If checking program equivalence is so important, you might be thinking, can we write another program that automatically does it for us? The answer is yes and no. We'll study some simple types of computers, and for the first of these (which are equivalent to regular expressions), we can indeed automatically check equivalence. But as we move to more complex types of computers, things change. In general, there is no such thing as a program that can check the equivalence of other programs.

The most complex type of computer we'll study is still quite rudimentary. A Turing machine has a head that moves left and right on a tape and follows instructions of the form "if the current symbol is $a$, then write $b$, move left/right, and goto $r$". Turing machines have been constructed out of wood or Legos, and it's possible to compile C code into Turing machines. But primarily, they exist only in theory.

The reason they are important is that, as we will show, any current digital computer (under some reasonable assumptions) can be emulated by a Turing machine; we will further argue that even computers of the future can be emulated by Turing machines. Thus, Turing machines serve as a definition of what a computer is. If something can be done on a computer, it can be done on a Turing machine; if something cannot be done on a Turing machine, it cannot be done on any other computer.

Machines and minds

It's not too hard to show that the example functions above are equivalent (for nonnegative integers $n$), but are there examples that would stump even the smartest people? In fact, Turing machines were invented as an answer to a very similar question. Turing introduced them in 1936, years before the first computer was built, to formalize what it means for humans to compute (for example, to do arithmetic or to write a formal proof). He proposed some assumptions about how a human (with pencil, eraser, and paper) computes, and showed that everything he or she does could be emulated by a Turing machine (a proposition now known as the Church-Turing Thesis). The implication is that there are pairs of programs out there whose equivalence or nonequivalence humans will never be able to prove.
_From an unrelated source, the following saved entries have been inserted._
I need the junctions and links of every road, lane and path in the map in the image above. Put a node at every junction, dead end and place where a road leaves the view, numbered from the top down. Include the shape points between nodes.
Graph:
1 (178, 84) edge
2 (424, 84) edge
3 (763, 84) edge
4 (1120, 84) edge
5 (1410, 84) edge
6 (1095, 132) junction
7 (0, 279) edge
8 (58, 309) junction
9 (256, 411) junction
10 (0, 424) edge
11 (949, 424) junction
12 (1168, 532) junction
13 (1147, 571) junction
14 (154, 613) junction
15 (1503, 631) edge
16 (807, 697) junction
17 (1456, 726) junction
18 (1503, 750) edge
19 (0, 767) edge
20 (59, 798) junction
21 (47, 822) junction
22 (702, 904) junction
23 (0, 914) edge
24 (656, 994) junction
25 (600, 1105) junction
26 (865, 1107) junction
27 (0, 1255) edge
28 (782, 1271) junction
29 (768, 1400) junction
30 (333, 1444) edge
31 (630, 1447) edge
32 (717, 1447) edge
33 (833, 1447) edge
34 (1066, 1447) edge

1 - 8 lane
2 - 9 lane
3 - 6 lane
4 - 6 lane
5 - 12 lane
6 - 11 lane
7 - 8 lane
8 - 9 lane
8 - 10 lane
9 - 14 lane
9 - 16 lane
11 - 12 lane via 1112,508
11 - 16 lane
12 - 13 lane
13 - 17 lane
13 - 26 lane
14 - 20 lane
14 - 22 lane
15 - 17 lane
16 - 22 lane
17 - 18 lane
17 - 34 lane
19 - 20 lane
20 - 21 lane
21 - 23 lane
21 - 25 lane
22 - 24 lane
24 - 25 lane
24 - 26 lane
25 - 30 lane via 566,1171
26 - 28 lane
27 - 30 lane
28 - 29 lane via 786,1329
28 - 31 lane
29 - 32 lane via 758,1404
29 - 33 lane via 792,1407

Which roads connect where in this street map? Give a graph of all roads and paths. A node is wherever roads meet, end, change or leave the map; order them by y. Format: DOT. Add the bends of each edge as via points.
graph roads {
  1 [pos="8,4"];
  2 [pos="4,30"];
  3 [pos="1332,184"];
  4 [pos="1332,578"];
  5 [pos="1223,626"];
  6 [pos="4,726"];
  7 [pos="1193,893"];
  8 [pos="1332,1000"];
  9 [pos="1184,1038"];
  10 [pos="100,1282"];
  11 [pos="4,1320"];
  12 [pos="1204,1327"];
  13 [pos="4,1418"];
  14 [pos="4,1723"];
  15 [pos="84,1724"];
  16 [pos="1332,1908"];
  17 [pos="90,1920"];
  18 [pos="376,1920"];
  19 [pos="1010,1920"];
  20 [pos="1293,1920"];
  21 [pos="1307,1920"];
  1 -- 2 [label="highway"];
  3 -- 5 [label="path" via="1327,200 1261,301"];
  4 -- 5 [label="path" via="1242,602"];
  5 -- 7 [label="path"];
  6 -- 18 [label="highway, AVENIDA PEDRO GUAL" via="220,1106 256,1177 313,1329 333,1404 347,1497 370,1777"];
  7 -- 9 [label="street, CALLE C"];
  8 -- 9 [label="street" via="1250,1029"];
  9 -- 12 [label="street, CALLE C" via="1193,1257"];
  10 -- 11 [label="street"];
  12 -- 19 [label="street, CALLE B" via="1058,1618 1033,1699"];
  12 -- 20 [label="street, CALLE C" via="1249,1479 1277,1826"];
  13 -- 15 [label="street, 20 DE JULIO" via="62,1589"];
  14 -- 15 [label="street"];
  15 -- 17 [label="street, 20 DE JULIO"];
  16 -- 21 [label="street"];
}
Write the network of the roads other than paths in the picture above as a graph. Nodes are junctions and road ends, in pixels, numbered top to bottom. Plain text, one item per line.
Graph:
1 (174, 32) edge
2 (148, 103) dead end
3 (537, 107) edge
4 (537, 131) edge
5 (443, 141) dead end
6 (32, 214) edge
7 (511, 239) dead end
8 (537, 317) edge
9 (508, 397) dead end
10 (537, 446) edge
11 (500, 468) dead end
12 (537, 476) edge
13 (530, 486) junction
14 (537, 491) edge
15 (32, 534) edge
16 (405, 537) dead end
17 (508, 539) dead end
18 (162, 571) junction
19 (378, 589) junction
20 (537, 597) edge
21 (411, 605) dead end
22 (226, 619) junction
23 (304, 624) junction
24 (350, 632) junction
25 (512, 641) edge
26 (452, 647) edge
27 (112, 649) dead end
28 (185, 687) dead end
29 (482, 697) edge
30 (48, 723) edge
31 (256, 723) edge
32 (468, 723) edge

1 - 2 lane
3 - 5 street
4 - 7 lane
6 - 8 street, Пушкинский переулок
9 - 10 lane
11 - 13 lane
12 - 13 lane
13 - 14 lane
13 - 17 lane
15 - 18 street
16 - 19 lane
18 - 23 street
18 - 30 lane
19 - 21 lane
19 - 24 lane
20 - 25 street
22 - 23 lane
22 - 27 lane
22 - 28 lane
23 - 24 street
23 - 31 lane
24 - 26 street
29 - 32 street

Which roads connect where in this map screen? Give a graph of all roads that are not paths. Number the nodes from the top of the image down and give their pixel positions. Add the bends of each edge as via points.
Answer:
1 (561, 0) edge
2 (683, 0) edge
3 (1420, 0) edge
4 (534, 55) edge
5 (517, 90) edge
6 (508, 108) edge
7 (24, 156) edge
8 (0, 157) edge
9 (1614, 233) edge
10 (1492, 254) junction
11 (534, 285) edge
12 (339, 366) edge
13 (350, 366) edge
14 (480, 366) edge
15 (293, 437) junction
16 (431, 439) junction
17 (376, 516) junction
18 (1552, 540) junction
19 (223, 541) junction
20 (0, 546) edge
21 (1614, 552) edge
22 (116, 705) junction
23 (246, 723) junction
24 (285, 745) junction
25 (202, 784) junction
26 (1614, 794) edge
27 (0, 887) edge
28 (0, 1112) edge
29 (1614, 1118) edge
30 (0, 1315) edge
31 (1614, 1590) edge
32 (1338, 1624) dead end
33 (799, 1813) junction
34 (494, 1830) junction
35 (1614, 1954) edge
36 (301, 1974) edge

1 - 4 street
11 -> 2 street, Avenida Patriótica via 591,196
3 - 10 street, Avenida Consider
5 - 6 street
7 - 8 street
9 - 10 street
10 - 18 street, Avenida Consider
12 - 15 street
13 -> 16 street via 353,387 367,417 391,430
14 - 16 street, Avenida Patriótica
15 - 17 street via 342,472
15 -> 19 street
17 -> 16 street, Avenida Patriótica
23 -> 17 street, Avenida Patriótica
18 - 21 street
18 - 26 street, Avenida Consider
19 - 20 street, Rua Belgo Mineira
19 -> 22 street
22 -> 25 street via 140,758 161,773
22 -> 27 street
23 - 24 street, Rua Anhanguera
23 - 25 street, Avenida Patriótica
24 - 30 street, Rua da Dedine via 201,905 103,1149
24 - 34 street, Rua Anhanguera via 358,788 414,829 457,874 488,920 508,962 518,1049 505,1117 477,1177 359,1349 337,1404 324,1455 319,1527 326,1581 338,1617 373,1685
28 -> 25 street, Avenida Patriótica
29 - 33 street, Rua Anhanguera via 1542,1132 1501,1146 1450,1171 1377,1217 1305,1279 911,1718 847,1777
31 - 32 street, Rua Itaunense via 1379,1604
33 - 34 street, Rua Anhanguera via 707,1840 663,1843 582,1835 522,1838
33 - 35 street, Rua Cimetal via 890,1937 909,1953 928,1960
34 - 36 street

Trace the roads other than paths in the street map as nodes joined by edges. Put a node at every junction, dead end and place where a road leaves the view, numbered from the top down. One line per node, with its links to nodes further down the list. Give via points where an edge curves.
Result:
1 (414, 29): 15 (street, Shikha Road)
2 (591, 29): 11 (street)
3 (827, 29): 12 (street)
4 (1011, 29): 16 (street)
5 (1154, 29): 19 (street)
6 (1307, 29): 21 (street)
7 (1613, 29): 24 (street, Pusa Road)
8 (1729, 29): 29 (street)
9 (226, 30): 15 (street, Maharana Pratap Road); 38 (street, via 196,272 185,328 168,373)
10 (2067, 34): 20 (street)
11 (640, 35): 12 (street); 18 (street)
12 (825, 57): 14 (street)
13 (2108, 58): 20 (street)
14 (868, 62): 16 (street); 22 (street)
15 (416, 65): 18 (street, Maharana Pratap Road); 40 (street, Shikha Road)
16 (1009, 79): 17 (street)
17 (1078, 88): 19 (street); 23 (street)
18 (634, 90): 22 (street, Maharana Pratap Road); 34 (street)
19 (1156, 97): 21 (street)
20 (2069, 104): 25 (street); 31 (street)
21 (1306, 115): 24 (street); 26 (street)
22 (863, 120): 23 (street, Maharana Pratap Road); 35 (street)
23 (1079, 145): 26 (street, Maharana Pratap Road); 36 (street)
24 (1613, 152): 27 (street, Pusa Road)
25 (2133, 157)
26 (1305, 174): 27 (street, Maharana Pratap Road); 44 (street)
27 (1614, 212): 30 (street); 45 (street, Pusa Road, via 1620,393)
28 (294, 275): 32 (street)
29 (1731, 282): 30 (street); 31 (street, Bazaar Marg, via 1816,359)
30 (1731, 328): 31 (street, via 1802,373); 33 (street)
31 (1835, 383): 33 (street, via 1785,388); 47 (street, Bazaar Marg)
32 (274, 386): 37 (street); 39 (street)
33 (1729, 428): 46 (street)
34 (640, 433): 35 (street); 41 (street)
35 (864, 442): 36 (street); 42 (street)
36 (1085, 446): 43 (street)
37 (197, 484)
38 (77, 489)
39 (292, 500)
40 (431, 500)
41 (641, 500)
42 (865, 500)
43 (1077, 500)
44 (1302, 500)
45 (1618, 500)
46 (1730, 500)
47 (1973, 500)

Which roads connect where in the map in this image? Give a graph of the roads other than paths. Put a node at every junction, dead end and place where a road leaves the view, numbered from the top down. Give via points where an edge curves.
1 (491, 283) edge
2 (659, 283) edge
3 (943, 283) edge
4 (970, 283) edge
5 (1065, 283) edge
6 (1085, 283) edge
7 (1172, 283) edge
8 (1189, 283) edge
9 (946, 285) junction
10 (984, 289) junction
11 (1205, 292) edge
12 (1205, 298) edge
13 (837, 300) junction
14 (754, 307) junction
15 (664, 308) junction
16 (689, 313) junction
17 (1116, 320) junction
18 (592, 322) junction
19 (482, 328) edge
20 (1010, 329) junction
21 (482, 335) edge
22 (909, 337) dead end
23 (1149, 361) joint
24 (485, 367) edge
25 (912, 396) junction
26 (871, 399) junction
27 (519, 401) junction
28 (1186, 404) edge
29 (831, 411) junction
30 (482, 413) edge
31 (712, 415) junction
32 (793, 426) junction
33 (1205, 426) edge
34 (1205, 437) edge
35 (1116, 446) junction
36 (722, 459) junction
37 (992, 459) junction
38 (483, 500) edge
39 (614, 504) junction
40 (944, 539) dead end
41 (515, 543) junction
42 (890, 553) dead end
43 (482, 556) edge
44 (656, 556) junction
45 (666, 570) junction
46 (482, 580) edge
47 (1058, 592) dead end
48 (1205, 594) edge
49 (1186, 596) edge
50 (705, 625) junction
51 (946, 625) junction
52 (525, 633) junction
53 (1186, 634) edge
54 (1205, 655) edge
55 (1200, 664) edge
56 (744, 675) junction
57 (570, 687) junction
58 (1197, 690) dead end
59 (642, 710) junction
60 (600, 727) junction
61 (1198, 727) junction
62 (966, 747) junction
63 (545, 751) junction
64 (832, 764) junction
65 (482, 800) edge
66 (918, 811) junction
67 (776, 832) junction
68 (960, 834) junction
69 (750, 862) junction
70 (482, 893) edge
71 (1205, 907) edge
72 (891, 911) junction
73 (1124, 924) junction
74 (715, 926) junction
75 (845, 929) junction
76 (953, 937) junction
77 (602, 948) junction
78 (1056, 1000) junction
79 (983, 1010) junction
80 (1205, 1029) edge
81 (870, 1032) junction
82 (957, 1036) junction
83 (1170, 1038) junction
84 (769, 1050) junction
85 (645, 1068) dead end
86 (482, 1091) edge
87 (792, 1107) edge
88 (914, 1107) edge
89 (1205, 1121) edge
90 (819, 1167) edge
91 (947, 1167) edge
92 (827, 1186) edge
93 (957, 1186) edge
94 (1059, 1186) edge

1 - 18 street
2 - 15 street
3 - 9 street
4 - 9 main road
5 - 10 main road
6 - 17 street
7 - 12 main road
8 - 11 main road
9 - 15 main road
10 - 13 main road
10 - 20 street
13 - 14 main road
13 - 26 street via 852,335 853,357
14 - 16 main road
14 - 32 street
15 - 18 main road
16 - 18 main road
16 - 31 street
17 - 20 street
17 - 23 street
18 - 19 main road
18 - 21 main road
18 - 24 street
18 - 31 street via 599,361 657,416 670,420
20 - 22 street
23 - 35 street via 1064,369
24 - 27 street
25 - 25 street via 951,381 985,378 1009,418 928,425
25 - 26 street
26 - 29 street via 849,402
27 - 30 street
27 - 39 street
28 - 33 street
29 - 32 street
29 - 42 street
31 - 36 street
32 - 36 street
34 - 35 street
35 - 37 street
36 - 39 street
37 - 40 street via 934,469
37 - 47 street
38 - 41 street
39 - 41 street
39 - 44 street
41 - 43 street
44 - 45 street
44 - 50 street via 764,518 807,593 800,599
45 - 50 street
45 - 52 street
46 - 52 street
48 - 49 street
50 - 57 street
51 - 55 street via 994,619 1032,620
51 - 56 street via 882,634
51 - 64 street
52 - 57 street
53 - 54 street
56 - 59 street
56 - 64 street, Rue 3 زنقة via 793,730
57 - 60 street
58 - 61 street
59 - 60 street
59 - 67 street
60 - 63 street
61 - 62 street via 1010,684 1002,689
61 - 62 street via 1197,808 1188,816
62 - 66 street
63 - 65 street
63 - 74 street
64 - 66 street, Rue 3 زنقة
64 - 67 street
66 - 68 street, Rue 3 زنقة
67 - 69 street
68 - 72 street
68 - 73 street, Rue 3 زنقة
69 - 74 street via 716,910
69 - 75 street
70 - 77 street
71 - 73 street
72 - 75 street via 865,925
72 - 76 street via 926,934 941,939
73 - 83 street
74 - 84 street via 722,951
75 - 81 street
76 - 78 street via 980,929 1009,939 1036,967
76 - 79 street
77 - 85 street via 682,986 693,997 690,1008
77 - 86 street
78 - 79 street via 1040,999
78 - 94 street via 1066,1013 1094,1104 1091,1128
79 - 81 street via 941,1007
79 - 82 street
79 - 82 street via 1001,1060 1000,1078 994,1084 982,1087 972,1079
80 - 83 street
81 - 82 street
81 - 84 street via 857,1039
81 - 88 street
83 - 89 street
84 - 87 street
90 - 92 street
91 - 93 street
Many people (especially computer scientists) take this thesis further, saying that all human thinking is computation and can therefore be emulated by a Turing machine, or any other computer with sufficient memory. Some people take the thesis much further and say that the universe can be simulated by, or even is, a computer. In order to understand and interact with such ideas, you need to understand theory of computing. So, the theory of computing is a point of contact between computer science and other fields like mathematics, physics, philosophy, and even theology. If you've wondered what your core courses have to do with computer science, I hope you'll see some connections here.

Wednesday reading

Skim Sections 0.2-4, which cover mathematical preliminaries that you should have gotten in Discrete Math. If anything seems unfamiliar to you, study it a little more carefully. The subsection "Strings and Languages" is especially important (and surprisingly short); we'll be focusing on it in class.

Thursday class

In this course we want to study all the things that a computer can do. That seems very diverse, and it would seem that we have to study many different kinds of computations separately. But maybe we can reduce them all to one kind of problem, and focus our study on that one kind of problem. And we claim that any computational problem can be reduced to problems of the form: Does string $w$ belong to language $L$?

People are fairly comfortable these days with the idea that any kind of object we might want to compute about can be represented as a string. We deal every day with messages, music, pictures, movies, books, etc., in digital form, with the awareness that these are just strings of 0’s and 1’s.

Less obvious, perhaps, is that it makes sense to reduce all kinds of computations down to questions about whether strings belong to languages. First of all, our experience with computers today is highly interactive. But user-computer interaction can be thought of as a sequence of inputs and outputs. Second, the output from a computer is much more than just a "yes" or "no" answer. But if you have any function $f(x)$ that takes an input $x$ and outputs another string, we can think of it as the related function $f'(x,y)$ that takes an input $x$ and a possible output $y$, and returns "yes" iff $f(x) = y$.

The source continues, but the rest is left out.